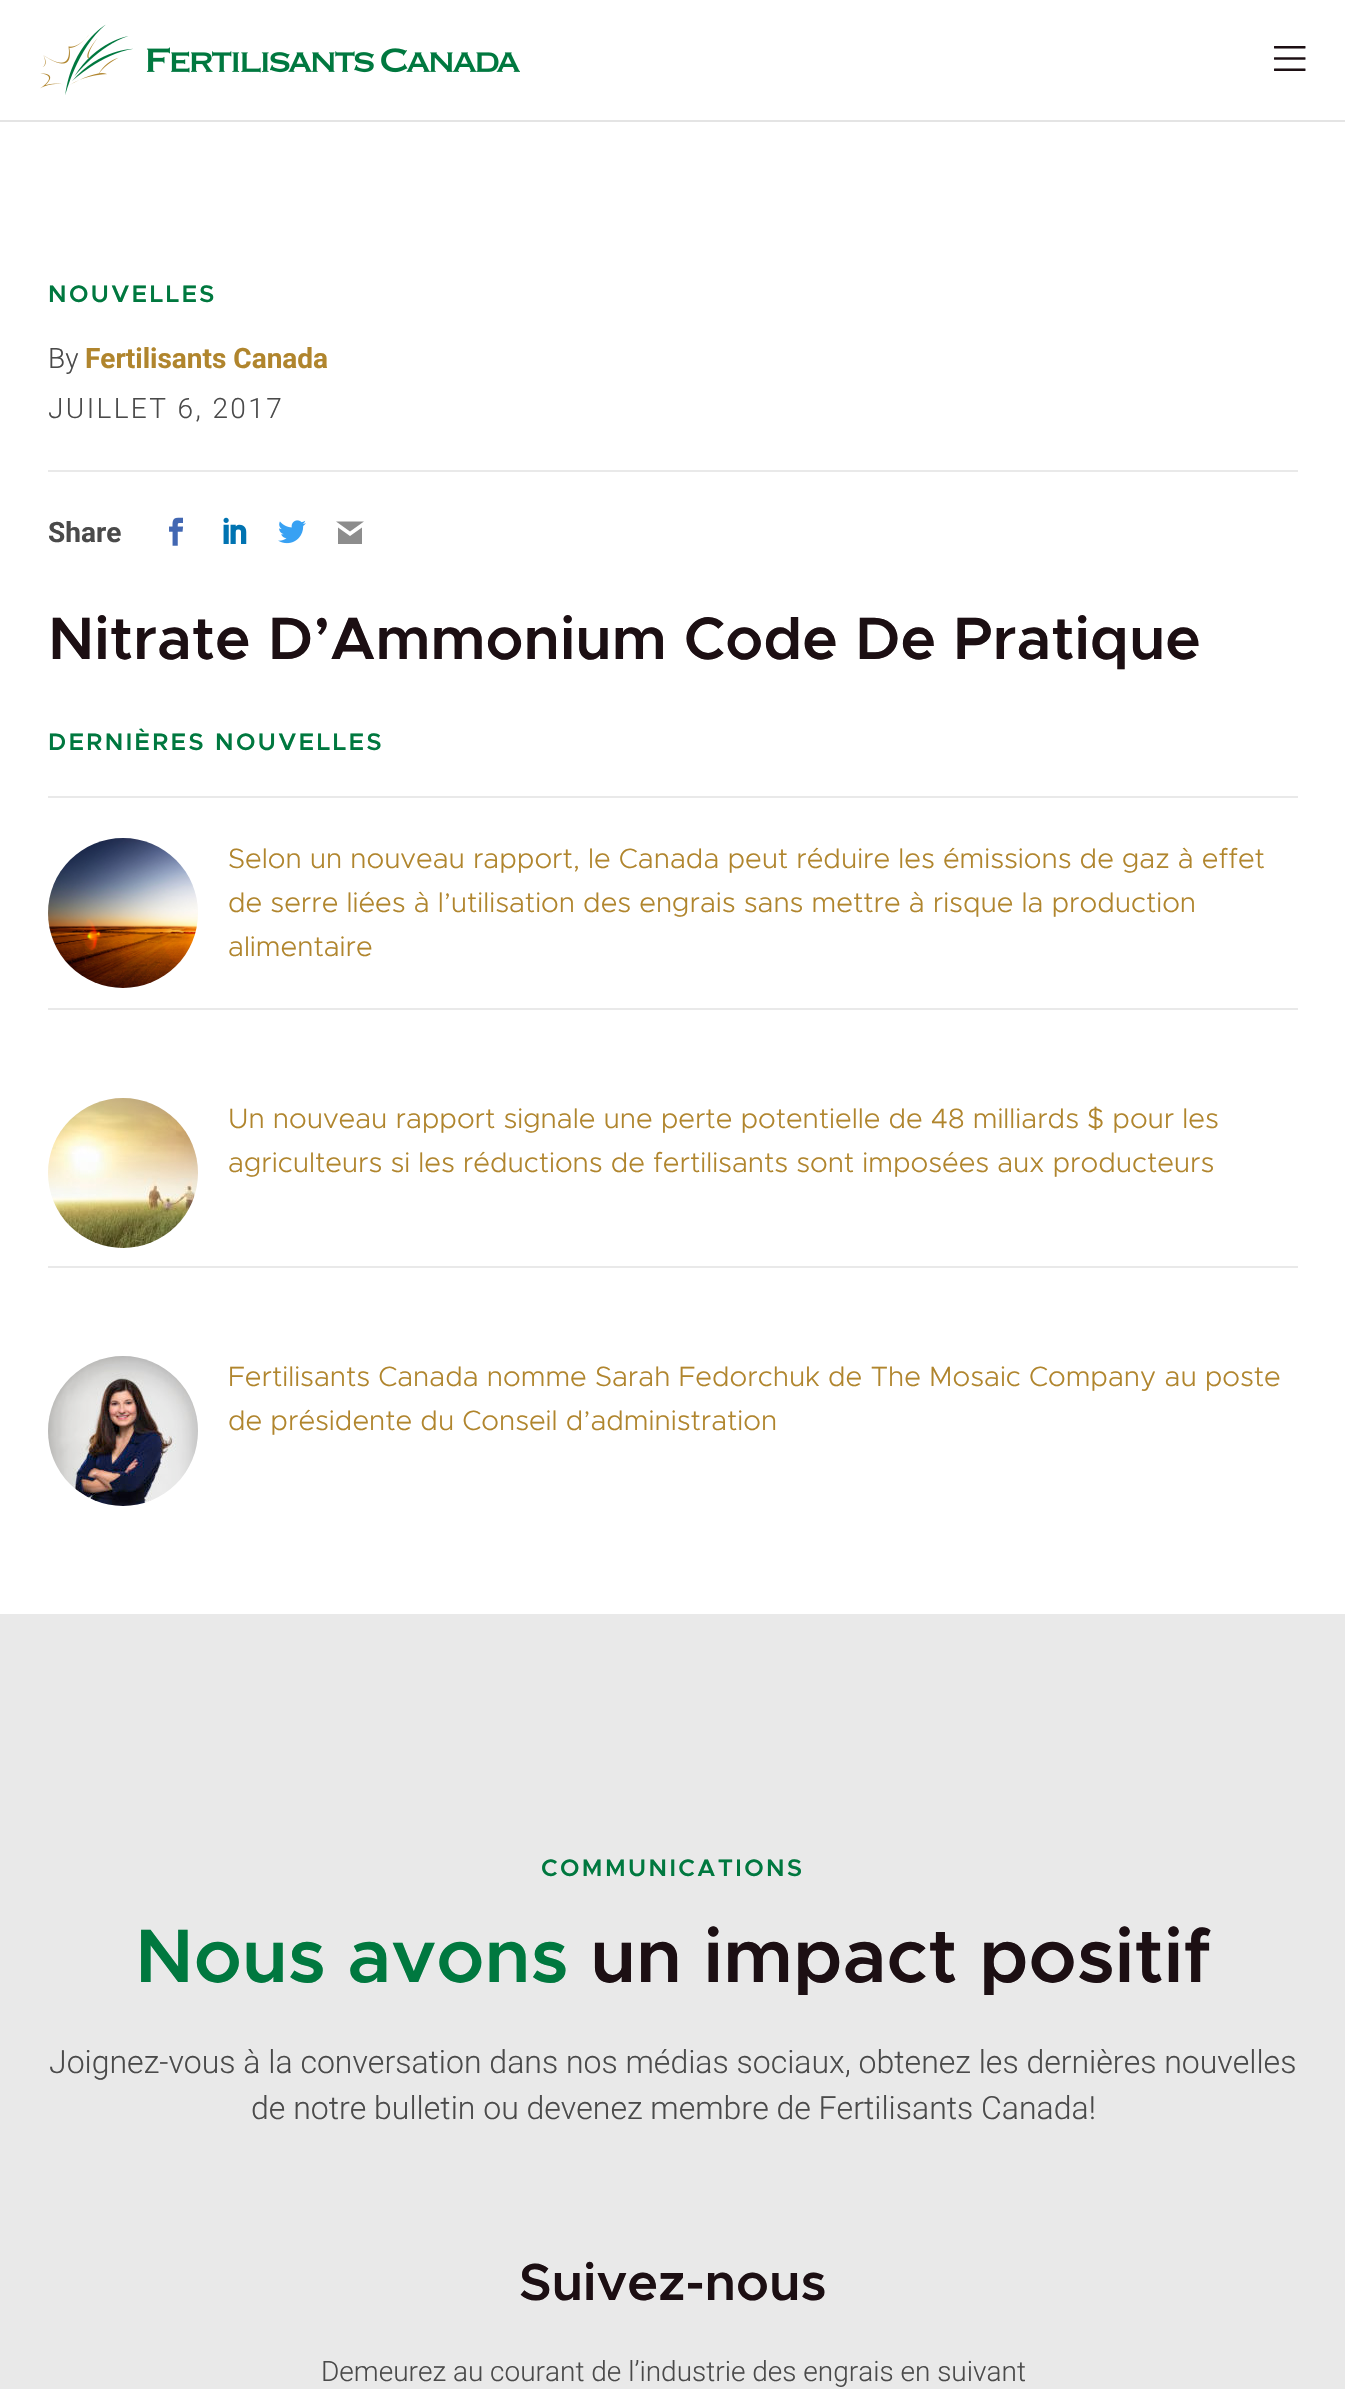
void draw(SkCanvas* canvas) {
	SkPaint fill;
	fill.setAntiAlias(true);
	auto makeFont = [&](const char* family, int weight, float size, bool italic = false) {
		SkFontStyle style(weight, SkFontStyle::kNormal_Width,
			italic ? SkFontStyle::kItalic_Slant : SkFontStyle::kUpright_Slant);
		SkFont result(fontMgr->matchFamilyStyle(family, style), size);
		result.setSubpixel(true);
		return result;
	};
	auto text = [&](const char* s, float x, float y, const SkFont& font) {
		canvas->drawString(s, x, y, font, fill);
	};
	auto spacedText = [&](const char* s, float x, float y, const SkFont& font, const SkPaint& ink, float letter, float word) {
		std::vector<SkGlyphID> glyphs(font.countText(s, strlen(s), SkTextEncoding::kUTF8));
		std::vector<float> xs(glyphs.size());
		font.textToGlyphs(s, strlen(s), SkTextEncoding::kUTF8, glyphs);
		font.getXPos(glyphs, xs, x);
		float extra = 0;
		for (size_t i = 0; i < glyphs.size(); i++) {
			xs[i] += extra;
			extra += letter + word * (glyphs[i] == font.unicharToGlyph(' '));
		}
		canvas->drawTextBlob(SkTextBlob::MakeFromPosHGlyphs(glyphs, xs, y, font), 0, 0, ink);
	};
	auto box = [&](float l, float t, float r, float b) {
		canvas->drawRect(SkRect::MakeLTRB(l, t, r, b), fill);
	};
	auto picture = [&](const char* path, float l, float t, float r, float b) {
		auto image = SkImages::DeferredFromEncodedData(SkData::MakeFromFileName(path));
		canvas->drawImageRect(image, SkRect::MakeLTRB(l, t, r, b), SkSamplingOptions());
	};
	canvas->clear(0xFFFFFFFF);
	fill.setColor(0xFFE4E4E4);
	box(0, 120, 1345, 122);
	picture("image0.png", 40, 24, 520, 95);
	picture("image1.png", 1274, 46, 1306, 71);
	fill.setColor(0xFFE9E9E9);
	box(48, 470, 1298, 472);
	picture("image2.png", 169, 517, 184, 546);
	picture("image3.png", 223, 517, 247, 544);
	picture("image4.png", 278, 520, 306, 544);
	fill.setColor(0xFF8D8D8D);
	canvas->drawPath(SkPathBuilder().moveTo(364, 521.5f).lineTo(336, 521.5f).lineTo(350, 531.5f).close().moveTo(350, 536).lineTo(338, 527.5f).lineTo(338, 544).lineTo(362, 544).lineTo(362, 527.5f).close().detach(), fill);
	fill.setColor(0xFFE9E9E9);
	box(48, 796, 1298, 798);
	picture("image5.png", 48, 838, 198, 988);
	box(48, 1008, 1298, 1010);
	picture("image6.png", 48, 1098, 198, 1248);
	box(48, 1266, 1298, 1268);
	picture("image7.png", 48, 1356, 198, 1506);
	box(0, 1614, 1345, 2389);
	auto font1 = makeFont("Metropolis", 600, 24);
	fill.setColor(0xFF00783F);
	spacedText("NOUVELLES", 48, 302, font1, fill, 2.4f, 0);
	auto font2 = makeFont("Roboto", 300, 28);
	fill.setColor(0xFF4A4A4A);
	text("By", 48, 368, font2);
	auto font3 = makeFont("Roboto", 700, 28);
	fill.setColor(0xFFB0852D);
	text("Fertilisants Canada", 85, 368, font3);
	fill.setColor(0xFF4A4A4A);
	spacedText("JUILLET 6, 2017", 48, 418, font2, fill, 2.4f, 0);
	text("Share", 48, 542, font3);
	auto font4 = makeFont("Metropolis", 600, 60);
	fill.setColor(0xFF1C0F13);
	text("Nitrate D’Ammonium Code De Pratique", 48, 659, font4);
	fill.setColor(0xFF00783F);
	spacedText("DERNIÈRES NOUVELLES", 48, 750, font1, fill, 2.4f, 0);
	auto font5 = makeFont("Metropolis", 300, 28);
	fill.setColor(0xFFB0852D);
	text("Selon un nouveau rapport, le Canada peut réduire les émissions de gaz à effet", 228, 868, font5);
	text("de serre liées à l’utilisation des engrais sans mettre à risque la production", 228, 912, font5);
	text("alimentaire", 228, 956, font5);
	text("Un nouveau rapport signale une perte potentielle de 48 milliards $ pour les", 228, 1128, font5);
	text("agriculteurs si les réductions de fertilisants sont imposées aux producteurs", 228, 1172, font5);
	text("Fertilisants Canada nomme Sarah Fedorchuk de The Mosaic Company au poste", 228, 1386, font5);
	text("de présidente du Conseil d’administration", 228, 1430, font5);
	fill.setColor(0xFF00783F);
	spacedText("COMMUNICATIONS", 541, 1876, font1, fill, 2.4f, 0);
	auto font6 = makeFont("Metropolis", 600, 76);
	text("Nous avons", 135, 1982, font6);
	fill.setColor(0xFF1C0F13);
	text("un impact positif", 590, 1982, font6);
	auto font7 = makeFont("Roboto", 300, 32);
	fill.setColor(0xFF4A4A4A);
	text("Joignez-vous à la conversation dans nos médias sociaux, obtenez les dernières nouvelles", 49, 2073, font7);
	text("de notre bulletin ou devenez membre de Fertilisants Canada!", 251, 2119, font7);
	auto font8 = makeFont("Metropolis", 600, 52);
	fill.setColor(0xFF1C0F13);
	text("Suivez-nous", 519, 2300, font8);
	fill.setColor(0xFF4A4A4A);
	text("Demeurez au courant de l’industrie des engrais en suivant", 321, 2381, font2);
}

§ **Task to carry out**
Find the line with "glyphs(font.countText(s, strlen(s), SkTextEncoding::kUTF8));" in the material above. Reproduce it and each line after it up to and including the line with "auto picture = [&](const".

§ **Response to the task**
		std::vector<SkGlyphID> glyphs(font.countText(s, strlen(s), SkTextEncoding::kUTF8));
		std::vector<float> xs(glyphs.size());
		font.textToGlyphs(s, strlen(s), SkTextEncoding::kUTF8, glyphs);
		font.getXPos(glyphs, xs, x);
		float extra = 0;
		for (size_t i = 0; i < glyphs.size(); i++) {
			xs[i] += extra;
			extra += letter + word * (glyphs[i] == font.unicharToGlyph(' '));
		}
		canvas->drawTextBlob(SkTextBlob::MakeFromPosHGlyphs(glyphs, xs, y, font), 0, 0, ink);
	};
	auto box = [&](float l, float t, float r, float b) {
		canvas->drawRect(SkRect::MakeLTRB(l, t, r, b), fill);
	};
	auto picture = [&](const char* path, float l, float t, float r, float b) {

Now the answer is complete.